Hanneli is accompanied by Cape Town Opera Voice of the Nation Choir and the Cape Town Philharmonic Orchestra.

The most important composer to arise in Russia after Shostakovich, Alfred Schnittke (1934 – 1998), opened up new dimensions for Russian music. In his music we find a mixture of old and new styles, of modern, post-modern, classical and baroque idioms.

This album presents two highly significant early works, composed by Schnittke when he was still a student at the Moscow Conservatory: his Symphony (1956 – 57) and his oratorio Nagasaki (1958), the latter being his graduation piece at the Conservatory. If in the Symphony the orchestra is of a medium size, the oratorio Nagasaki calls for a very large orchestra as well as a choir. It is one of the largest orchestral settings in all of Schnittke’s music.
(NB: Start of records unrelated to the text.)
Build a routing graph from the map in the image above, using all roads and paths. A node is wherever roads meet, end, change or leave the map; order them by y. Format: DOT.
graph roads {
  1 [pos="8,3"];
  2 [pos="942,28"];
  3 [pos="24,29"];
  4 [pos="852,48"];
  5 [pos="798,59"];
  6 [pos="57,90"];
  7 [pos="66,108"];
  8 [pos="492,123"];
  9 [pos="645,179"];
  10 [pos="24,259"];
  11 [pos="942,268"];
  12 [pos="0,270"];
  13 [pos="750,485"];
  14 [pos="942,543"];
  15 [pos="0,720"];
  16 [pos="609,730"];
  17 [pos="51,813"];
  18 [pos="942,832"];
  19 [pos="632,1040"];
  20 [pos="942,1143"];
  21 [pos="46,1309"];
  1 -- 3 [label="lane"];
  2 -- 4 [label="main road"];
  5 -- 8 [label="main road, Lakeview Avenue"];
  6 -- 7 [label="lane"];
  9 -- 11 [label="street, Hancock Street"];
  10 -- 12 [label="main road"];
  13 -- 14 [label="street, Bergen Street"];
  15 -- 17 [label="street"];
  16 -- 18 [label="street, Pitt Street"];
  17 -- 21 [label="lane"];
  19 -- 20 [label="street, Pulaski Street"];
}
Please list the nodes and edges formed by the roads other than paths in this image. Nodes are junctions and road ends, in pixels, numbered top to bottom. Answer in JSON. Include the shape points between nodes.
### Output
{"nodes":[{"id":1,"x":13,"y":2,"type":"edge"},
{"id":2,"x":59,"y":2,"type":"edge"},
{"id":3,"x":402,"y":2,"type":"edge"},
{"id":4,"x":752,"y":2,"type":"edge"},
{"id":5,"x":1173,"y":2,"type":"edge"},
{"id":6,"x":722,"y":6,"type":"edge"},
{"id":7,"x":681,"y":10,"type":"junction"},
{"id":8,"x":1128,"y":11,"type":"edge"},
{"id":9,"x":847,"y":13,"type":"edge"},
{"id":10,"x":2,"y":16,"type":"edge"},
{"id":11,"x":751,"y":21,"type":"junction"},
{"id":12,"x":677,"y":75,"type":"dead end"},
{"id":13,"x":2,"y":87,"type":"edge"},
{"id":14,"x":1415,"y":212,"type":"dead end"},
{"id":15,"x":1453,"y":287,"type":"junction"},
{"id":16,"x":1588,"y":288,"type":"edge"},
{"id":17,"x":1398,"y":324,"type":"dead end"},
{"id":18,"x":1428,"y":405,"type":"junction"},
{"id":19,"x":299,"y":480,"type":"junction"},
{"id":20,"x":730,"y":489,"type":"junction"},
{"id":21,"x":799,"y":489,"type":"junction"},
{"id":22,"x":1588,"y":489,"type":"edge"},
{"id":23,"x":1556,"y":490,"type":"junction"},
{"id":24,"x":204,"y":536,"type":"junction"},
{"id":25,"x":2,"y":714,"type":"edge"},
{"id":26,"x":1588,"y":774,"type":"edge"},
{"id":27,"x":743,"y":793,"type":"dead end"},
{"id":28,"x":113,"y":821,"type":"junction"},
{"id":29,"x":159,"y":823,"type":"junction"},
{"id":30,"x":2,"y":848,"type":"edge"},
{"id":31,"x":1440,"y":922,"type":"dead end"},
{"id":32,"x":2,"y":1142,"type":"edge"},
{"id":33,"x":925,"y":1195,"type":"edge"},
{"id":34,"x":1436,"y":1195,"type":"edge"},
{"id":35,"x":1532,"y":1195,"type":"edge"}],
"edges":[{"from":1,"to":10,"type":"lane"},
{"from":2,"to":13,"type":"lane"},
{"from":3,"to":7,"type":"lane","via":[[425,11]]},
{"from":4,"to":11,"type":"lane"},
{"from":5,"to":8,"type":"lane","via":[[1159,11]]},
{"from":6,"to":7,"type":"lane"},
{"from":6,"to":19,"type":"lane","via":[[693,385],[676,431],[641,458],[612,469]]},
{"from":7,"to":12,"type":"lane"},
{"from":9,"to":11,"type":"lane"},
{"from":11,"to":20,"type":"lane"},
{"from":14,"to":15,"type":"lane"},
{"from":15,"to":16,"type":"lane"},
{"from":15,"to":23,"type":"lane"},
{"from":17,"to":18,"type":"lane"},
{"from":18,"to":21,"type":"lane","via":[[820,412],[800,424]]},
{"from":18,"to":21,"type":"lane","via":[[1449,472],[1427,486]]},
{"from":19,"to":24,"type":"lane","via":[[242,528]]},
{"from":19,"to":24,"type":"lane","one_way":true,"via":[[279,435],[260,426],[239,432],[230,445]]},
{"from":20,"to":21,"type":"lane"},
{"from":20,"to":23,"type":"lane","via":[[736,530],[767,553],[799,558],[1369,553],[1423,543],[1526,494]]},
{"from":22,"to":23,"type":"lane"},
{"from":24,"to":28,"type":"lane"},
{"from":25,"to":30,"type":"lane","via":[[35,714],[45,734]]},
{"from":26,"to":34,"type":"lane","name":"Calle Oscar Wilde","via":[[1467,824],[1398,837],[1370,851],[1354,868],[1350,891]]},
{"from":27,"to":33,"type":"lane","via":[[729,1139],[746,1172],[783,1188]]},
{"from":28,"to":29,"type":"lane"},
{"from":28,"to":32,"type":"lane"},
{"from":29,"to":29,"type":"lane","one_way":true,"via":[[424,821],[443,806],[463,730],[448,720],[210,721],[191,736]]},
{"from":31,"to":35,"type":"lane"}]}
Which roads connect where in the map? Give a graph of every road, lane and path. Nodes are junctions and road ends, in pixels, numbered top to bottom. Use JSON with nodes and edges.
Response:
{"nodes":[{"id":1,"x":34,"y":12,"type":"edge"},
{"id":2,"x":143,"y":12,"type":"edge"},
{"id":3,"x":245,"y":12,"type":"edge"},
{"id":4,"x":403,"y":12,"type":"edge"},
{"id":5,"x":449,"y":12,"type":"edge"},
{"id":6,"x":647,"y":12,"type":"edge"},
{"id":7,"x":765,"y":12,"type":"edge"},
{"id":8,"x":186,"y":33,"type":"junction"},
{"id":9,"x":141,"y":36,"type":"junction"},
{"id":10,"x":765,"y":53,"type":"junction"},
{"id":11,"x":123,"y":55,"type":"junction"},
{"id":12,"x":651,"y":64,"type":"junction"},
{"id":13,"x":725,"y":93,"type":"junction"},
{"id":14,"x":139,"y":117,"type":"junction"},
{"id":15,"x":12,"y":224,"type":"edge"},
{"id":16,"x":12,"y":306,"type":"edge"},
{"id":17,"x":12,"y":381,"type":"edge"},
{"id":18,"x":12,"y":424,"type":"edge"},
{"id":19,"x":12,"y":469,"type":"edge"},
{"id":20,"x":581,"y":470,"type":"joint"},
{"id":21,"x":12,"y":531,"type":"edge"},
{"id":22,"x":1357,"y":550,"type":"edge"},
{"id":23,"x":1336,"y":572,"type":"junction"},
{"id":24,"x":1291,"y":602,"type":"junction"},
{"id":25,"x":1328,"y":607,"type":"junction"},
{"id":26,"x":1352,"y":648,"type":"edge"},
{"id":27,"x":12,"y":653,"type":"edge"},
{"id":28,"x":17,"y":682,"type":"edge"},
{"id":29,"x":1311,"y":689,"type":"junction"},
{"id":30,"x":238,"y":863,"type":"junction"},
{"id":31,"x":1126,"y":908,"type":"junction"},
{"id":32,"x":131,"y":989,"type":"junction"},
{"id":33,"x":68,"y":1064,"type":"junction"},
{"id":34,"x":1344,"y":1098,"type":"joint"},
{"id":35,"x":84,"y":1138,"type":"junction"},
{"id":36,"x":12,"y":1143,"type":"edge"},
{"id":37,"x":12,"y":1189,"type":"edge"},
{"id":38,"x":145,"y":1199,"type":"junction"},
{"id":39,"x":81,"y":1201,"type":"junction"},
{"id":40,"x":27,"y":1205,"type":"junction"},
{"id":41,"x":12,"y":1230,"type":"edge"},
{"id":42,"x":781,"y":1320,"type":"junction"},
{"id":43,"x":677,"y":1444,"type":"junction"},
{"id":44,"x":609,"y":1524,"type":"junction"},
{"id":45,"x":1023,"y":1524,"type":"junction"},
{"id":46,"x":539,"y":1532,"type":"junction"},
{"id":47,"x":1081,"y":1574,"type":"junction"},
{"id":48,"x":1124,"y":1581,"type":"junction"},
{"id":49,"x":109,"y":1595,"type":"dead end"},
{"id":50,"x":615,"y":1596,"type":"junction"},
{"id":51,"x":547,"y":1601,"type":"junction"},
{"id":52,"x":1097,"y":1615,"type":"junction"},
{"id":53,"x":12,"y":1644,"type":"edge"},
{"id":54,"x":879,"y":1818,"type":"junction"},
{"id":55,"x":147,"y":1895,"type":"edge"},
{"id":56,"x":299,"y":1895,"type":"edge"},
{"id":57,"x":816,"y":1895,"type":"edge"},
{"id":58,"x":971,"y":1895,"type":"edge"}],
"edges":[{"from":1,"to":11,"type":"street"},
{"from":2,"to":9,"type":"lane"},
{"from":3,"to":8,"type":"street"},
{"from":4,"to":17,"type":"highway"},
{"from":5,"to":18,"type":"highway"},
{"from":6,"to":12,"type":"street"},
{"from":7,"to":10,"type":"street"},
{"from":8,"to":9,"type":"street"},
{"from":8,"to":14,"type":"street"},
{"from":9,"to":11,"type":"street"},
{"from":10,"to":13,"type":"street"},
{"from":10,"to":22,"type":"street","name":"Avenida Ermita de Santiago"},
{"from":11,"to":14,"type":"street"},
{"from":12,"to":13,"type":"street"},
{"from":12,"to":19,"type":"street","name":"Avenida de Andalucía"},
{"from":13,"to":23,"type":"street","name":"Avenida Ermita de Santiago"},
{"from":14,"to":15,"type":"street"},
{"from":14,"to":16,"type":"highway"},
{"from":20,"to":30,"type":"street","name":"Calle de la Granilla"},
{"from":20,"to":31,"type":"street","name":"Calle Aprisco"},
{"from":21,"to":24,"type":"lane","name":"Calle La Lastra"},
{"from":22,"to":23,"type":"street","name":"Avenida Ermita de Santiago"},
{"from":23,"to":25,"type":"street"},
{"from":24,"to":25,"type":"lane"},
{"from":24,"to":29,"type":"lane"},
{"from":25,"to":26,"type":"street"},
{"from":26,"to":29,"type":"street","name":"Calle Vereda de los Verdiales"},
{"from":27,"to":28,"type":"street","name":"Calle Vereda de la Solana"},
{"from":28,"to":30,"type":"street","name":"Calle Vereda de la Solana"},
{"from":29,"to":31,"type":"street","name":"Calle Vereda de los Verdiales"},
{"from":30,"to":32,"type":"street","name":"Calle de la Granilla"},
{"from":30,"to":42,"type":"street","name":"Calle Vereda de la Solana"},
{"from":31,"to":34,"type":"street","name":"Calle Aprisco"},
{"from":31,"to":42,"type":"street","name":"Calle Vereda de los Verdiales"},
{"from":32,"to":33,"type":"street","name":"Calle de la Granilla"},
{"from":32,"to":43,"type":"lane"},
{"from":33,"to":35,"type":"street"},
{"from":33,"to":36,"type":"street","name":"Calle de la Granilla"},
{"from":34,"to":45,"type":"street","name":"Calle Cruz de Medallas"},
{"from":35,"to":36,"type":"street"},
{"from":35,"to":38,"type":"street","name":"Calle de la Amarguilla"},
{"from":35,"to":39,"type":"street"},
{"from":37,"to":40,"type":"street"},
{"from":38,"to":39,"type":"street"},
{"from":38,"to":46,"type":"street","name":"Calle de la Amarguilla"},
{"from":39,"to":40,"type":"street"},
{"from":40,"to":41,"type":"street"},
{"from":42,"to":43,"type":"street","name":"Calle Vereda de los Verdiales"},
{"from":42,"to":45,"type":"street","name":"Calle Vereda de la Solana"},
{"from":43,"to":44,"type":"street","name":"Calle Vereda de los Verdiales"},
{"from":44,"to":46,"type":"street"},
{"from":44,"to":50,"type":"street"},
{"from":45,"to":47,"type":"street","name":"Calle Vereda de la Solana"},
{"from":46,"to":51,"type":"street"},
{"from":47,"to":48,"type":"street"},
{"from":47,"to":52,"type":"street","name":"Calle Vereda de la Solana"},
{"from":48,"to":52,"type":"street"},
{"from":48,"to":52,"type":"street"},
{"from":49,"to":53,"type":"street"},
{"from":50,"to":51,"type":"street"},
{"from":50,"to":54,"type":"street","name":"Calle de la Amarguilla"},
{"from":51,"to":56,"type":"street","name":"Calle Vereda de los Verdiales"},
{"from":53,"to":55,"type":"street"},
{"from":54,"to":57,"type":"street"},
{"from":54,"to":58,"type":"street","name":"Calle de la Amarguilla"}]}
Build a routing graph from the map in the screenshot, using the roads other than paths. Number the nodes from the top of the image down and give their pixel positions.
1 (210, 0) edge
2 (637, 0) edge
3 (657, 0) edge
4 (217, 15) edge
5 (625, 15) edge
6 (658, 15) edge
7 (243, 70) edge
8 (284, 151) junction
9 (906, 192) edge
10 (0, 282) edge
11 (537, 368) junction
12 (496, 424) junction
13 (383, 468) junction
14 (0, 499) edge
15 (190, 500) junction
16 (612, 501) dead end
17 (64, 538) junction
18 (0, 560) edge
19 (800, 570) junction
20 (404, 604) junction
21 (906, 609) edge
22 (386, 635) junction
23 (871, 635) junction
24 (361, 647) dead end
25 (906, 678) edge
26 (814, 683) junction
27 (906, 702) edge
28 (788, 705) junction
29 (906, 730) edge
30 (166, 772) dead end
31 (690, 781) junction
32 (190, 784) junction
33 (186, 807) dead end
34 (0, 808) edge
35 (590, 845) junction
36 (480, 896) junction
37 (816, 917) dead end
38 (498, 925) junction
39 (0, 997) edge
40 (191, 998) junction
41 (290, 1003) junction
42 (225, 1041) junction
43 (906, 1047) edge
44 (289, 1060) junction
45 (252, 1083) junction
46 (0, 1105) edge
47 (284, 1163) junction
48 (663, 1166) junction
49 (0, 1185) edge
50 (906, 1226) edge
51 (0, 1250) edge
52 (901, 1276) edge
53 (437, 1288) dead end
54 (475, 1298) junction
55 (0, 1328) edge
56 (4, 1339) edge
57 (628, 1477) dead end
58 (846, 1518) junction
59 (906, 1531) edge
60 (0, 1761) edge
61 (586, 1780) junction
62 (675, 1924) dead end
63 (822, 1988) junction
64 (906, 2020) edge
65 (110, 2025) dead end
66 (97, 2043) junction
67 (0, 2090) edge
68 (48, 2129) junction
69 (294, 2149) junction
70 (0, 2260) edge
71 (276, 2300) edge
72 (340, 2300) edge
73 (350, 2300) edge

The text of Nagasaki (in Russian) is a mixture of a typical Soviet propaganda poem by the official poet Anatoly Sofronov (first movement, ‘Nagasaki, city of grief’) and the translations of poems written by two Japanese poets, Eisaku Yoneda (a resident of Hiroshima) and Shimazaki Toson. Schnittke was not fond of Sofronov’s poem, but was persuaded by his professor to use it. He thought the topic itself (the atomic bomb explosion in Nagasaki) was of the utmost importance, with great potential for a composer.